[[ Input open ]]

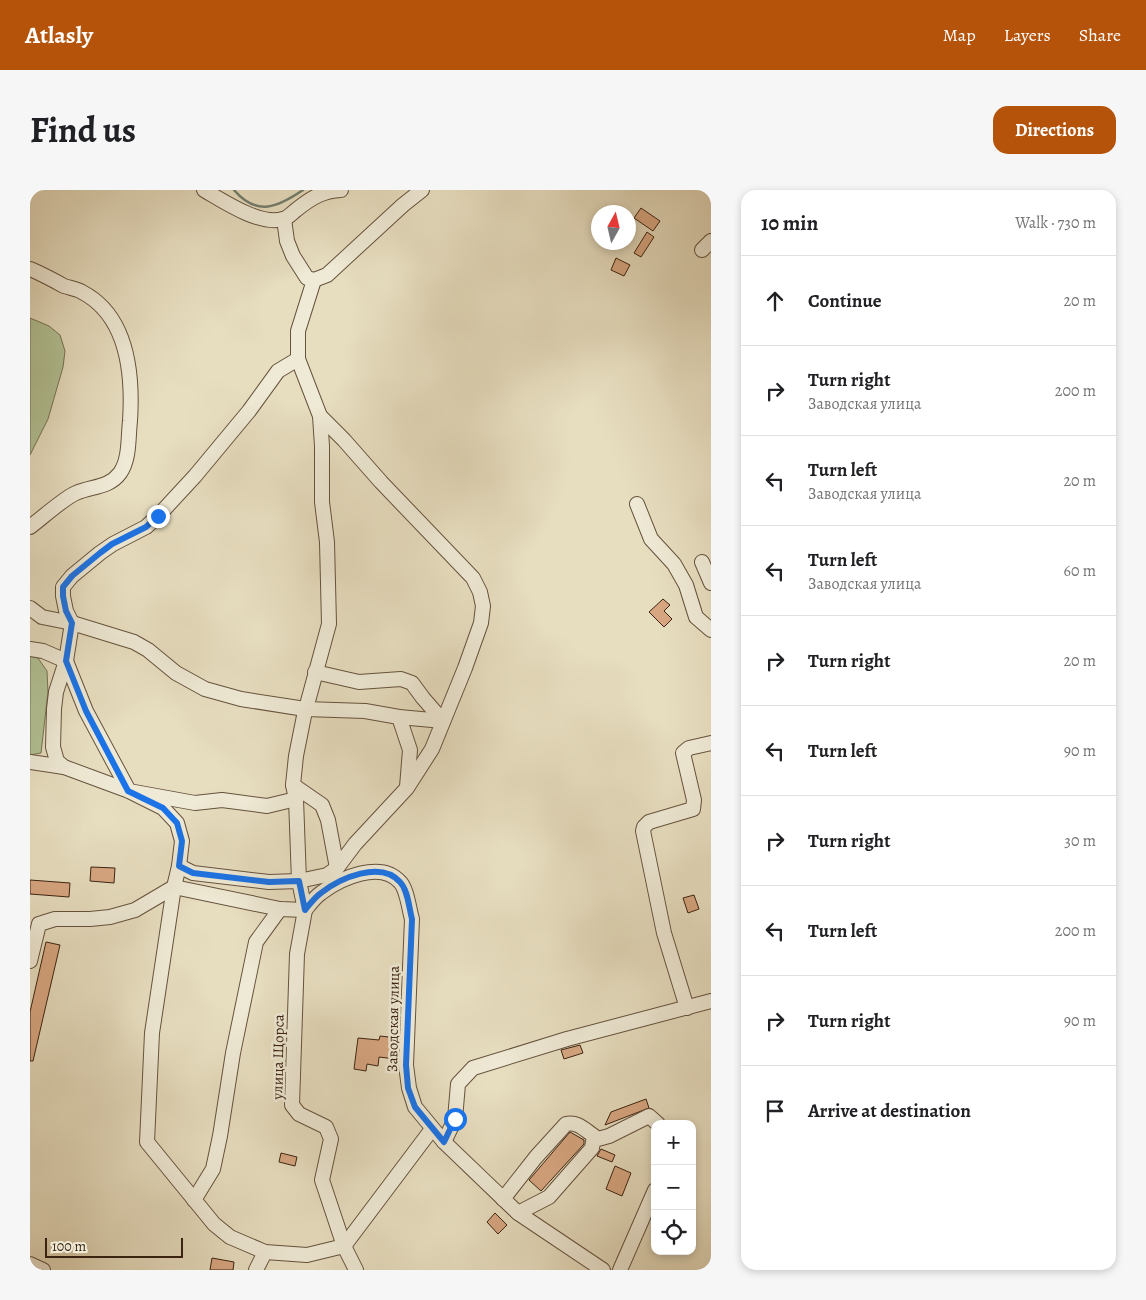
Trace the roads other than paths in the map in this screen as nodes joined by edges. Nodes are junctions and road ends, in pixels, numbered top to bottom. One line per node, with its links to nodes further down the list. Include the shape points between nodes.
1 (204, 190): 4 (street, via 250,214 271,220)
2 (341, 190): 4 (street, via 327,191)
3 (422, 190): 6 (street, via 328,275)
4 (284, 219): 6 (street, via 293,256 308,278)
5 (30, 269): 10 (street, via 82,292 111,317 129,368 131,398 127,452 121,472 111,483 75,493)
6 (314, 280): 7 (street, via 298,331)
7 (298, 359): 8 (street); 14 (street, via 278,371 249,411 158,516 146,527 112,544 72,576 63,587 66,611)
8 (320, 416): 18 (street, via 329,624); 21 (street, via 473,578 480,592 484,606 482,623)
9 (637, 504): 15 (street, via 651,538 674,564 686,586 696,617)
10 (30, 527)
11 (702, 562): 12 (street)
12 (711, 583)
13 (30, 608): 14 (street, via 42,617)
14 (72, 623): 17 (street); 19 (street, via 134,642 204,689 241,699)
15 (711, 630)
16 (30, 649): 17 (street)
17 (66, 661): 24 (street, via 56,692 53,727 57,762); 27 (street, via 86,711)
18 (315, 672): 19 (street); 21 (street, via 359,682 401,679 412,683)
19 (305, 709): 20 (street, via 365,711); 25 (street)
20 (399, 717): 21 (street); 26 (street, via 410,750)
21 (443, 721): 26 (street, via 432,749)
22 (711, 742): 38 (street, via 688,748 683,753 694,800 693,809 649,822 643,831 664,933)
23 (30, 762): 24 (street)
24 (64, 766): 27 (street)
25 (293, 785): 28 (street); 30 (street, via 322,805)
26 (407, 788): 30 (street)
27 (128, 791): 28 (street, via 194,803 222,800 267,806); 29 (street, via 163,808 177,823 182,841)
28 (296, 800): 31 (street)
29 (179, 866): 31 (street, via 193,873 269,882); 32 (street)
30 (337, 868): 31 (street, via 327,875)
31 (299, 881): 34 (street)
32 (174, 887): 33 (street); 35 (street, via 135,910 110,917); 45 (street, via 152,1033 147,1142)
33 (280, 909): 34 (street); 45 (street, via 256,942 213,1169)
34 (305, 910): 40 (street, Заводская улица, via 337,882 372,871 389,874 401,882 412,919 406,1065 408,1088 415,1107); 47 (street, улица Щорса, via 297,954 292,1105 299,1114 326,1127 331,1138 322,1180)
35 (35, 922): 36 (street)
36 (30, 962)
37 (711, 1001): 38 (street)
38 (687, 1008): 42 (street, via 567,1039 473,1068 458,1084 455,1119)
39 (654, 1120): 41 (street, via 649,1116)
40 (432, 1129): 42 (street, Заводская улица); 47 (street)
41 (594, 1140): 43 (street, via 594,1136 576,1124 566,1124); 46 (street, via 592,1148 549,1197)
42 (444, 1142): 43 (street, Заводская улица)
43 (503, 1199): 46 (street, Заводская улица)
44 (651, 1199): 54 (street)
45 (194, 1200): 48 (street, via 230,1237)
46 (518, 1213): 53 (street, Заводская улица)
47 (344, 1246): 48 (street, via 307,1255); 52 (street, улица Щорса)
48 (266, 1252): 51 (street)
49 (30, 1264): 50 (street)
50 (43, 1270)
51 (256, 1270)
52 (356, 1270)
53 (603, 1270)
54 (620, 1270)

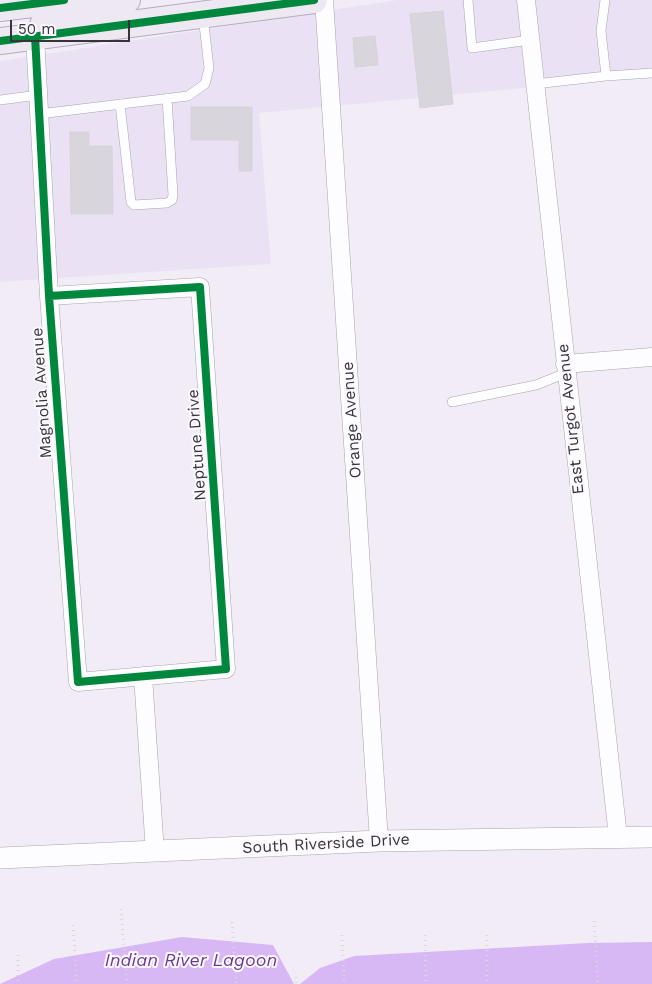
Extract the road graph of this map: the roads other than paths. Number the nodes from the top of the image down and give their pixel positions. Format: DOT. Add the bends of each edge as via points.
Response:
graph roads {
  1 [pos="64,0"];
  2 [pos="127,0"];
  3 [pos="314,0"];
  4 [pos="324,0"];
  5 [pos="468,0"];
  6 [pos="526,0"];
  7 [pos="605,0"];
  8 [pos="30,2"];
  9 [pos="0,8"];
  10 [pos="203,14"];
  11 [pos="0,29"];
  12 [pos="35,36"];
  13 [pos="530,40"];
  14 [pos="0,41"];
  15 [pos="652,73"];
  16 [pos="606,76"];
  17 [pos="535,84"];
  18 [pos="38,95"];
  19 [pos="167,98"];
  20 [pos="0,100"];
  21 [pos="120,104"];
  22 [pos="39,114"];
  23 [pos="49,296"];
  24 [pos="652,357"];
  25 [pos="566,369"];
  26 [pos="452,402"];
  27 [pos="143,676"];
  28 [pos="652,836"];
  29 [pos="618,837"];
  30 [pos="379,841"];
  31 [pos="155,852"];
  32 [pos="0,858"];
  1 -- 8 [label="main road"];
  2 -- 12 [label="main road" via="115,7 56,17"];
  3 -- 10 [label="main road"];
  4 -- 30 [label="street, Orange Avenue"];
  5 -- 13 [label="lane" via="472,48"];
  6 -- 13 [label="street, East Turgot Avenue"];
  7 -- 16 [label="lane" via="601,31"];
  8 -- 9 [label="main road"];
  8 -- 11 [label="main road" via="25,20"];
  10 -- 12 [label="main road"];
  10 -- 19 [label="lane" via="209,68 205,84 188,96"];
  12 -- 14 [label="main road"];
  12 -- 18 [label="street, Magnolia Avenue"];
  13 -- 17 [label="street, East Turgot Avenue"];
  15 -- 16 [label="lane"];
  16 -- 17 [label="lane"];
  17 -- 25 [label="street, East Turgot Avenue"];
  18 -- 20 [label="lane"];
  18 -- 22 [label="street, Magnolia Avenue"];
  19 -- 21 [label="lane"];
  19 -- 21 [label="lane" via="173,194 167,203 134,205 131,202"];
  21 -- 22 [label="lane"];
  22 -- 23 [label="street, Magnolia Avenue"];
  23 -- 27 [label="street, Magnolia Avenue" via="78,682"];
  23 -- 27 [label="street, Neptune Drive" via="200,287 226,669"];
  24 -- 25 [label="street"];
  25 -- 26 [label="lane" via="536,385"];
  25 -- 29 [label="street, East Turgot Avenue"];
  27 -- 31 [label="street"];
  28 -- 29 [label="street, South Riverside Drive"];
  29 -- 30 [label="street, South Riverside Drive"];
  30 -- 31 [label="street, South Riverside Drive"];
  31 -- 32 [label="street, South Riverside Drive"];
}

[[ Input closed ]]

Description of the task - Filter the records for the word "Заводская" and show every line that has it.

Exercise solution -
34 (305, 910): 40 (street, Заводская улица, via 337,882 372,871 389,874 401,882 412,919 406,1065 408,1088 415,1107); 47 (street, улица Щорса, via 297,954 292,1105 299,1114 326,1127 331,1138 322,1180)
40 (432, 1129): 42 (street, Заводская улица); 47 (street)
42 (444, 1142): 43 (street, Заводская улица)
43 (503, 1199): 46 (street, Заводская улица)
46 (518, 1213): 53 (street, Заводская улица)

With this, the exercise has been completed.